Or How sick do you have to be to get any help around here?
For anyone who has worked in the mental health industry, the usage of the term consumer as opposed to patient or client is nothing new. Paul Krugman recently brought it up here.
The real surprise is how badly these consumers are handled by the managed care system of today’s health care behemoths. If you are fortunate enough to be insured AND have a mental health component to your benefit, you may be very surprised that according to the penny pinchers, you are not eligible for mental health counseling. At least the kind that your health insurance will pay for.
If you didn’t know, the DSM IV is the diagnostic guide book that all mental health professionals use to categorize the various forms of mental illness out there. To be eligible for covered mental health services, you have to have a listed diagnosis—and it usually has to be serious. Like Major Depression Disorder, Severe with Psychotic Features (296.23), Or Generalized Anxiety Disorder (300.02), or Bipolar 1 Disorder, Single Manic Episode, in Full Remission (296.06). Confusing and spooky, yeah?

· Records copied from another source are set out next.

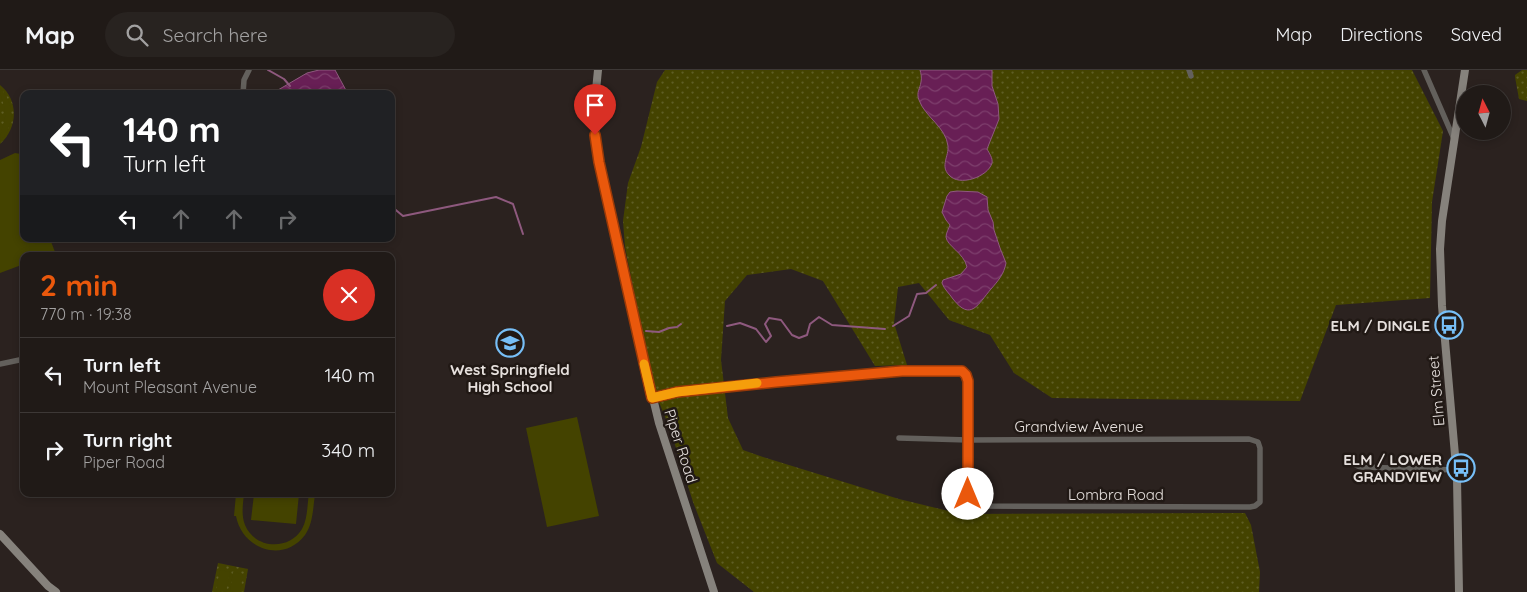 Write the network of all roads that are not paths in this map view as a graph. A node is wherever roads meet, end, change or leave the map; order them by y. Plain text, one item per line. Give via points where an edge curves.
1 (249, 70) edge
2 (598, 70) edge
3 (1424, 70) edge
4 (1465, 70) edge
5 (243, 90) edge
6 (1454, 139) junction
7 (20, 360) edge
8 (0, 364) edge
9 (652, 398) junction
10 (899, 438) dead end
11 (968, 440) junction
12 (1347, 461) dead end
13 (1456, 470) junction
14 (1259, 503) joint
15 (0, 534) edge
16 (56, 592) edge
17 (714, 592) edge
18 (1459, 592) edge

1 - 5 street
2 - 9 main road, Piper Road via 594,110 596,143
3 - 6 street
4 - 6 main road, Elm Street
6 - 13 main road, Elm Street via 1441,230 1440,274
7 - 8 street
9 - 11 street via 743,384 902,371 958,370 966,373 968,381
9 - 17 main road, Piper Road
10 - 11 street, Grandview Avenue
11 - 14 street, Grandview Avenue via 1249,439 1260,446
11 - 14 street, Lombra Road via 968,497 972,504 1255,506
12 - 13 street via 1360,467
13 - 18 main road, Elm Street
15 - 16 main road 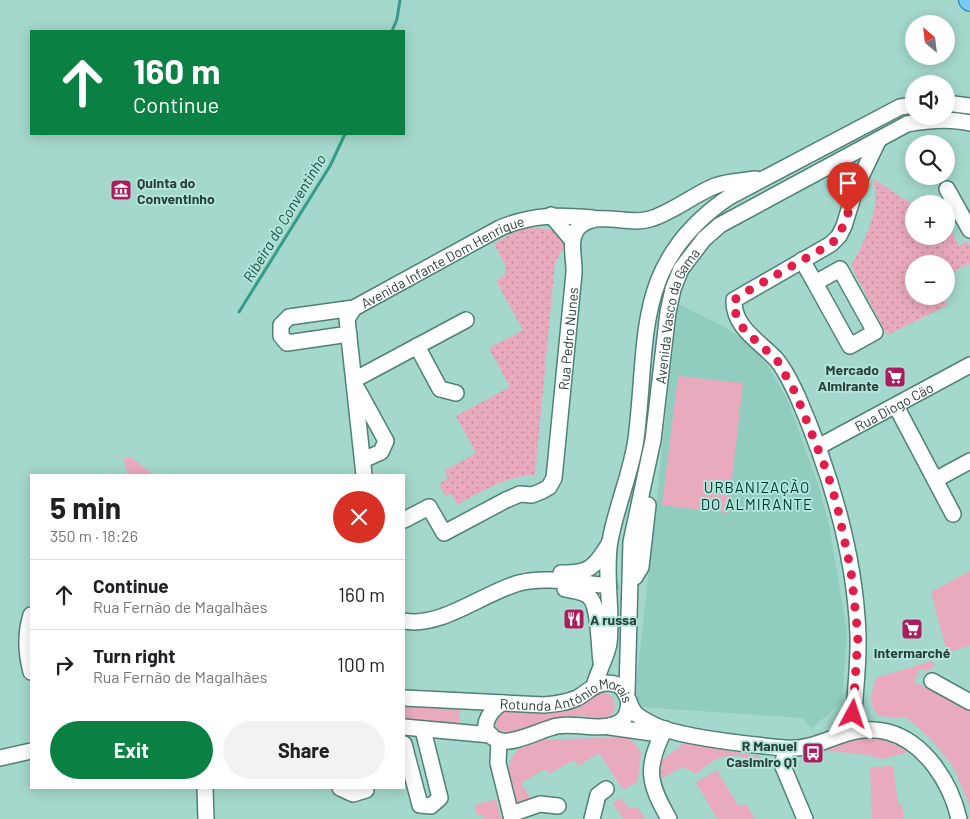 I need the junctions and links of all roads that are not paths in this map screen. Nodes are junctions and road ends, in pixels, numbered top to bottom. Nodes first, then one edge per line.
1 (955, 104) edge
2 (970, 106) edge
3 (905, 107) edge
4 (970, 123) edge
5 (879, 139) junction
6 (828, 166) junction
7 (778, 172) junction
8 (856, 187) junction
9 (946, 189) dead end
10 (551, 215) junction
11 (593, 218) junction
12 (970, 230) edge
13 (572, 240) junction
14 (802, 260) junction
15 (815, 283) junction
16 (354, 308) junction
17 (466, 320) dead end
18 (349, 334) junction
19 (417, 346) junction
20 (970, 365) edge
21 (354, 382) junction
22 (456, 393) dead end
23 (896, 406) junction
24 (818, 447) junction
25 (363, 460) junction
26 (970, 461) edge
27 (647, 469) junction
28 (364, 474) edge
29 (935, 480) junction
30 (953, 514) dead end
31 (405, 519) edge
32 (610, 542) junction
33 (635, 577) dead end
34 (603, 585) tunnel mouth
35 (485, 596) junction
36 (30, 620) edge
37 (405, 621) edge
38 (601, 662) junction
39 (30, 668) edge
40 (932, 682) dead end
41 (594, 686) junction
42 (628, 696) junction
43 (405, 698) edge
44 (970, 702) edge
45 (502, 703) junction
46 (405, 727) edge
47 (610, 727) junction
48 (665, 729) junction
49 (423, 730) junction
50 (853, 730) junction
51 (495, 738) junction
52 (405, 748) edge
53 (787, 749) junction
54 (30, 750) edge
55 (0, 758) edge
56 (205, 789) edge
57 (342, 789) edge
58 (366, 789) edge
59 (606, 789) dead end
60 (558, 806) dead end
61 (511, 816) edge
62 (206, 819) edge
63 (592, 819) edge
64 (669, 819) edge
65 (805, 819) edge
66 (959, 819) edge

1 - 2 street
3 - 7 street, Avenida Vasco da Gama
4 - 5 street, Avenida Vasco da Gama
5 - 6 street, Avenida Vasco da Gama
5 - 8 street
6 - 8 street
6 - 27 street, Avenida Vasco da Gama
7 - 11 street
7 - 32 street, Avenida Vasco da Gama
8 - 14 street
9 - 12 street
10 - 11 street, Avenida Infante Dom Henrique
10 - 13 street
10 - 16 street, Avenida Infante Dom Henrique
11 - 13 street
13 - 31 street, Rua Pedro Nunes
14 - 15 street
14 - 24 street
15 - 15 street
16 - 18 street, Avenida Infante Dom Henrique
16 - 18 street
17 - 19 street
18 - 21 street, Avenida Infante Dom Henrique
19 - 21 street
19 - 22 street
20 - 23 street, Rua Diogo Cão
21 - 25 street, Avenida Infante Dom Henrique
21 - 25 street
23 - 24 street, Rua Diogo Cão
23 - 29 street
24 - 50 street
25 - 28 street, Avenida Infante Dom Henrique
26 - 29 street
27 - 33 street
27 - 42 street, Avenida Vasco da Gama
29 - 30 street
32 - 35 street
32 - 38 street, Avenida Vasco da Gama
34 - 35 street
35 - 37 street
35 - 38 street
36 - 39 street
38 - 41 street, Avenida Vasco da Gama
40 - 44 street
41 - 42 street, Rotunda António Morais
41 - 45 street, Rotunda António Morais
42 - 47 street, Rotunda António Morais
42 - 48 street
43 - 45 street
45 - 51 street, Rotunda António Morais
46 - 49 street
47 - 48 street
47 - 51 street, Rotunda António Morais
48 - 53 street
48 - 64 street
49 - 51 street
49 - 52 street
50 - 53 street
50 - 66 street
51 - 61 street
53 - 65 street
54 - 55 street
56 - 62 street
57 - 58 street
59 - 63 street
60 - 61 street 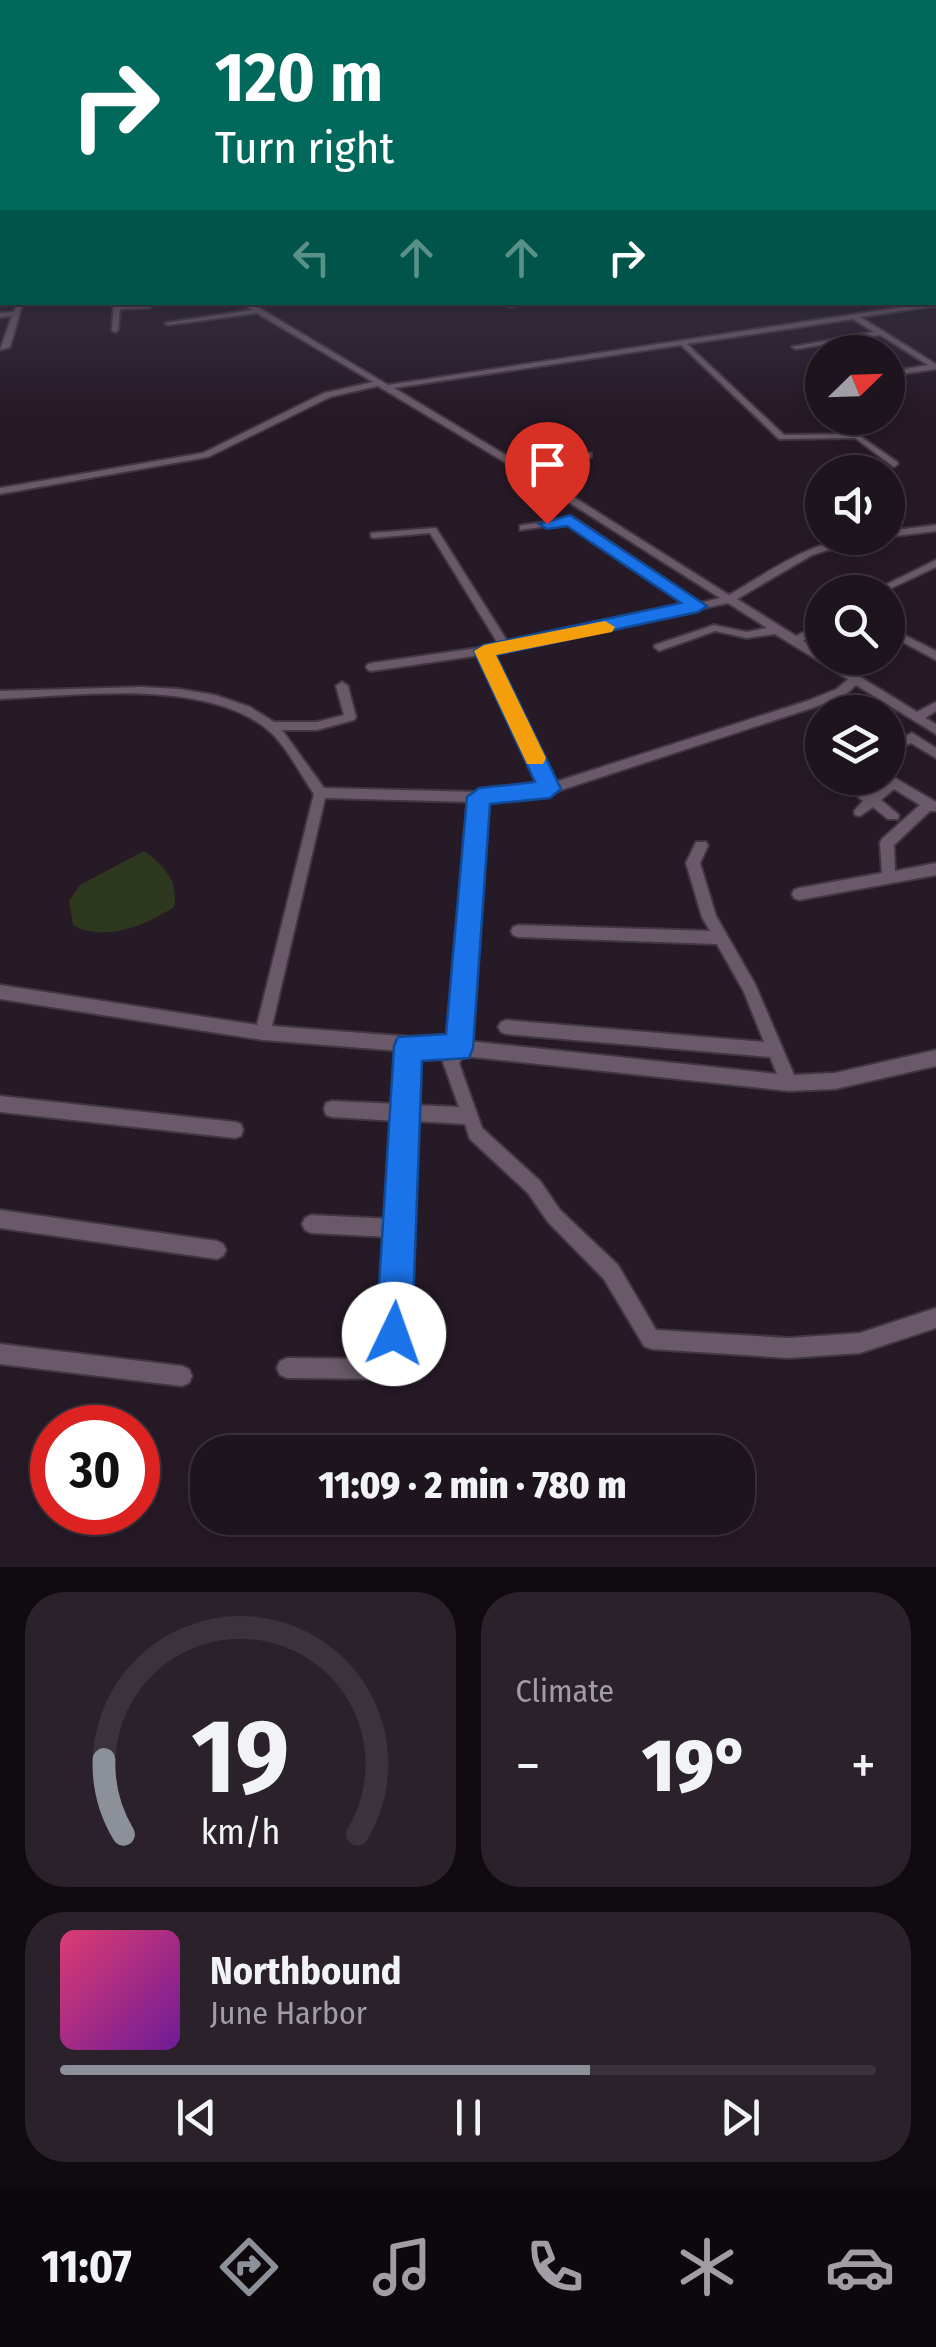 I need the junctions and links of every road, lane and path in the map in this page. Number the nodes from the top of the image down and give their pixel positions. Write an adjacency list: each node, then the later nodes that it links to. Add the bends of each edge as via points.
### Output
1 (19, 305): 7 (street)
2 (117, 305): 5 (street); 12 (street)
3 (248, 305): 6 (street)
4 (930, 305): 9 (street)
5 (149, 306)
6 (256, 310): 10 (street); 21 (street)
7 (16, 314): 8 (street); 11 (street)
8 (0, 315)
9 (855, 317): 14 (street); 15 (street)
10 (168, 323)
11 (11, 330): 13 (street); 17 (street, via 6,348)
12 (115, 330)
13 (0, 331)
14 (880, 333): 16 (street); 18 (street)
15 (684, 345): 21 (street); 24 (street, via 782,437 856,436)
16 (796, 347)
17 (0, 348)
18 (907, 349): 19 (street)
19 (935, 367): 20 (street)
20 (905, 371)
21 (384, 385): 25 (street, via 328,394 205,455); 26 (street)
22 (146, 449): 25 (street)
23 (588, 455): 26 (street)
24 (882, 455)
25 (150, 466): 27 (street)
26 (521, 468): 35 (street)
27 (0, 491)
28 (523, 528): 36 (street, via 570,520)
29 (936, 528): 30 (street)
30 (905, 532)
31 (374, 534): 42 (street, via 432,530)
32 (806, 555): 35 (street)
33 (936, 562): 34 (street)
34 (905, 578)
35 (728, 600): 36 (street); 37 (street)
36 (698, 606): 42 (street)
37 (776, 630): 40 (street); 41 (street, via 747,635 714,628)
38 (805, 636): 40 (street)
39 (905, 639): 44 (street)
40 (794, 642): 46 (street)
41 (659, 647)
42 (506, 648): 43 (street)
43 (484, 651): 45 (street); 55 (street)
44 (936, 656)
45 (372, 667)
46 (850, 677): 50 (street); 55 (street, via 841,692 811,704)
47 (342, 686): 51 (street, via 350,717 317,726)
48 (0, 695): 51 (street, via 158,690 246,708)
49 (936, 706): 50 (street)
50 (916, 718): 52 (street)
51 (272, 726): 57 (street)
52 (936, 730)
53 (905, 741): 54 (street, via 912,737)
54 (936, 754)
55 (550, 789): 60 (street)
56 (905, 789): 62 (street)
57 (320, 793): 60 (street); 73 (street)
58 (865, 795): 61 (street)
59 (876, 795): 61 (street)
60 (479, 797): 75 (street)
61 (872, 800): 63 (street); 64 (street)
62 (932, 805): 67 (street, via 887,843)
63 (860, 811)
64 (893, 815)
65 (701, 846): 70 (street, via 693,863)
66 (936, 868): 67 (street)
67 (890, 877): 68 (street)
68 (799, 894)
69 (518, 931): 70 (street)
70 (720, 938): 76 (street, via 750,989)
71 (0, 992): 73 (street)
72 (506, 1028): 76 (street)
73 (264, 1033): 74 (street)
74 (408, 1046): 75 (street); 81 (street)
75 (459, 1048): 78 (street); 82 (street, via 451,1062)
76 (773, 1050): 78 (street)
77 (936, 1058): 78 (street, via 835,1081)
78 (789, 1083)
79 (0, 1104): 83 (street)
80 (332, 1109): 81 (street)
81 (405, 1110): 82 (street); 86 (street)
82 (469, 1116): 88 (street, via 476,1133 611,1272 651,1340 789,1348 860,1343)
83 (234, 1130)
84 (0, 1219): 87 (street)
85 (311, 1224): 86 (street)
86 (400, 1228): 90 (street, via 392,1369)
87 (217, 1250)
88 (936, 1318)
89 (0, 1354): 91 (street)
90 (287, 1368)
91 (182, 1376) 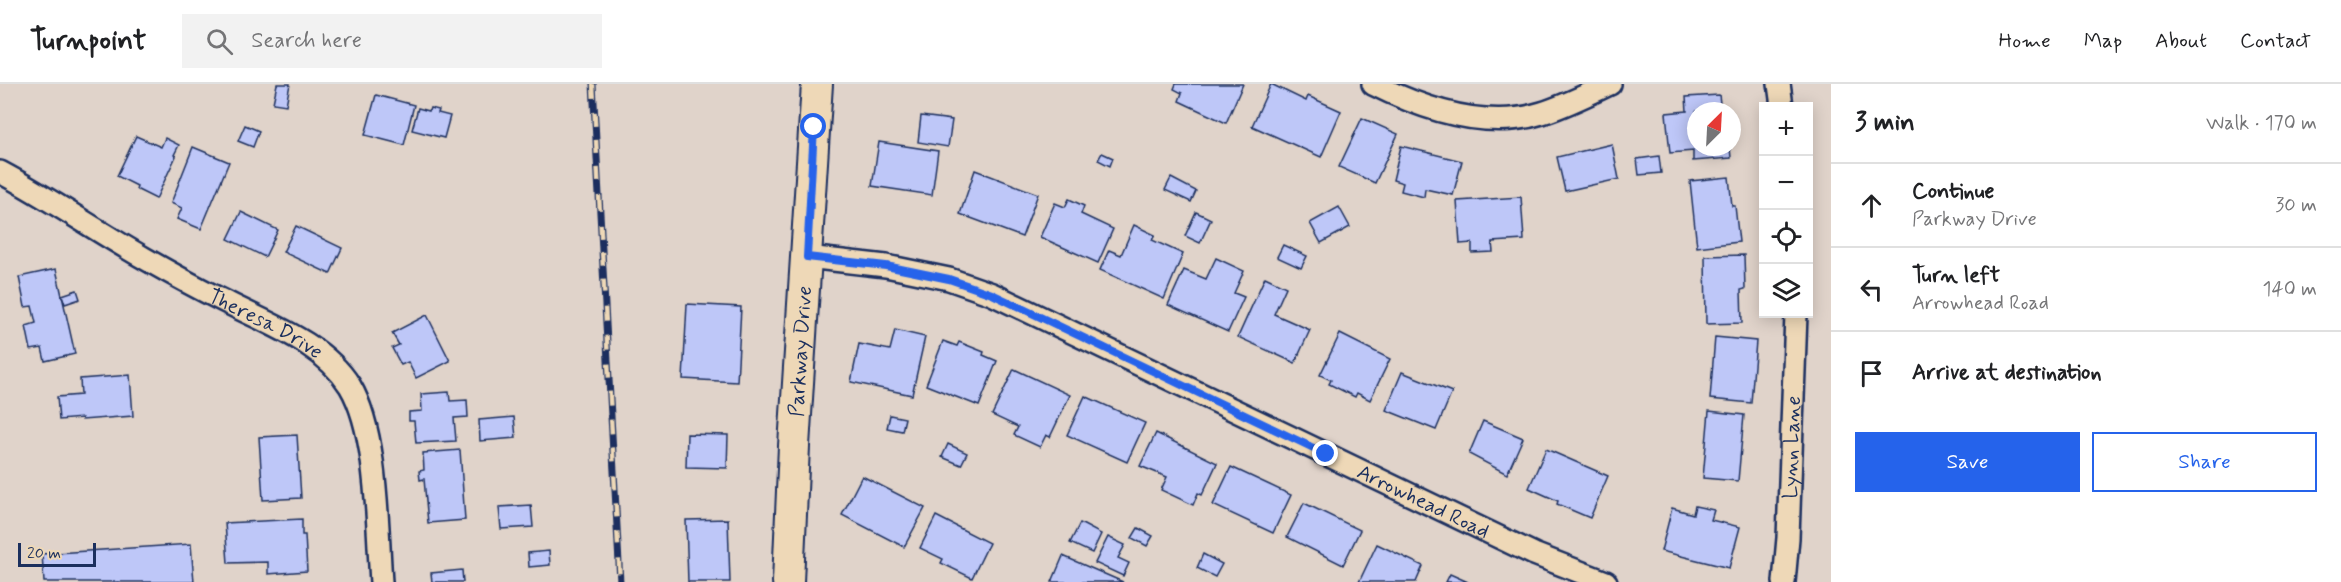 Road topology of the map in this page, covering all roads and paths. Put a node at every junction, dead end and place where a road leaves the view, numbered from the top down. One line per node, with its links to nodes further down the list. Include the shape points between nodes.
1 (817, 84): 7 (street, Parkway Drive)
2 (1373, 84): 3 (street, via 1430,108 1461,116 1506,119 1541,114)
3 (1610, 84)
4 (1779, 84): 5 (street)
5 (1781, 102)
6 (0, 172): 9 (street, Theresa Drive, via 185,282 294,336 339,371 362,414 370,446)
7 (807, 257): 10 (street, Parkway Drive); 11 (street, Arrowhead Road, via 897,268 949,279 992,294 1534,554)
8 (1796, 318): 12 (street, Lynn Lane)
9 (381, 582)
10 (789, 582)
11 (1606, 582)
12 (1784, 582)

But what about an individual who is just feeling down, or experiencing grief and loss, or is one of the many victims of the terrible job market and economy? There is a diagnostic code for grief, called Bereavement (V62.82), but it is full of warnings about what is and what is not normal signs of grieving. Because surely, if the experts on the committee of the DSM can tell us all what real grief does and doesn’t look like, we should just bow down to their inestimable wisdom, yes? I don’t think so.
So, back to a regular Joe or Jane who just wants to work on communication issues, or maybe they are struggling with more, shall we say, existential concerns. The first meeting, or evaluation, you will have with your managed health care system (sometimes this will be over the phone) is going to be filled with a lot of questions meant to narrow down what specific DSM code diagnosis you are eligible for. And if you don’t fit into those prescribed diagnoses, you will most likely be determined to be, “not suffering enough to benefit from counseling.” There is a diagnosis, a catch-all, that is meant to help with this terrible situation: Adjust Disorder, unspecified (309.9). But Adjustment disorder is just not as sexy of a diagnosis as Schizoaffective Disorder (295.70) or Oppositional Defiant Disorder (313-13) these days, and it rarely will get much love from the health care industry.
As an experienced mental health counselor offering services specifically to the uninsured, or those fed up with their health care insurance, I can talk with you for hours about the DSM—pro and con. But I will treat you like a human being, not a diagnostic code number in a big, thick book full of a lot of politics and bureaucracy. And probably for less money out of pocket.